Marcelo Vasconcelos, que é doutor em Ecologia e estuda os padrões de distribuição de aves de topos de montanha há mais de duas décadas, desenvolveu a pesquisa em parceria com o Laboratório de Biodiversidade e Evolução Molecular da Universidade Federal de Minas Gerais (UFMG). Já havia suposição da comunidade científica a respeito do parentesco das espécies devido às semelhanças no padrão morfológico do bico e da cauda, além da plumagem. Entretanto, não havia comprovação científica. Para realizá-la, foi feito o sequenciamento do DNA, tanto nuclear quanto mitocondrial desses beija-flores, chegando à conclusão que tanto as duas espécies brasileiras como as espécies andinas são, de fato, parentes, mostrando conexão entre os dois extremos da América do Sul.
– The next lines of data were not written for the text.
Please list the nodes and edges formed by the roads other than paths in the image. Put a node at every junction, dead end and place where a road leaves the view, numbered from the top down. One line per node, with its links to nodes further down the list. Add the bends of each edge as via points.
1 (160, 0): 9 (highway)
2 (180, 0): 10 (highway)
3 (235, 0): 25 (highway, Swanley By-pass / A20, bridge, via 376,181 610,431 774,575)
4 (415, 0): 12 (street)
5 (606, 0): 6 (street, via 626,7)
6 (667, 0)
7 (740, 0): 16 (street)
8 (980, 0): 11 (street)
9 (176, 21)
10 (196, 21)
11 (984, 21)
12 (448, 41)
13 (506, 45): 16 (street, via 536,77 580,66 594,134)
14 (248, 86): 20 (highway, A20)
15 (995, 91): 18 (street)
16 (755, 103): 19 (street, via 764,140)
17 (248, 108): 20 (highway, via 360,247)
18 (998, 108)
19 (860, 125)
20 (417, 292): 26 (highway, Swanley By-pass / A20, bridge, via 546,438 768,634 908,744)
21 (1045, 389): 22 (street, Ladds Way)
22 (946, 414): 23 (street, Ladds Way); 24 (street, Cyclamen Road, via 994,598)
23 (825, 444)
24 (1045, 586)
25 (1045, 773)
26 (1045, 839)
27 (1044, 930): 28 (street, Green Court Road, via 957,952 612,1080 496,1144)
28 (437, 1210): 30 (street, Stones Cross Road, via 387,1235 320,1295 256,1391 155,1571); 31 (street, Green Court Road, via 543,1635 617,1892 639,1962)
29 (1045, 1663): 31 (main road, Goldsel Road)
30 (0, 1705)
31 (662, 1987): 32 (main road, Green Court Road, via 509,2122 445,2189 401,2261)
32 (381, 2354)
“O que nos surpreendeu mais foi que as datações moleculares mostraram que esses processos de diferenciação, ou seja, de especiação desse grupo, eram mais antigos do que o Pleistoceno, como se imaginava. Eles seriam do Mioceno, um período geológico bem mais antigo”, explica Marcelo, ao sinalizar que a descoberta contraria a hipótese inicial de que esses beija-flores evoluíram apenas por eventos associados a mudanças climáticas, tais como ciclos glaciais.
“Durante o Mioceno, o oceano Atlântico penetrou pelo menos três vezes no continente e, onde hoje temos a região do Pantanal e dos Pampas, grande parte foi alagada pelo que eles chamam de transgressão marinha, que é essa invasão oceânica. Juntamente, o soerguimento da Cordilheira dos Andes causou um processo de aridificação, ou seja, uma secura na parte central da América do Sul. Então, isso também pode ter sido uma barreira geográfica separando, juntamente com esse mar interiorano, as populações de beija-flores ancestrais do norte dos Andes das do Espinhaço. É algo muito mais antigo do que se imaginava”, explica.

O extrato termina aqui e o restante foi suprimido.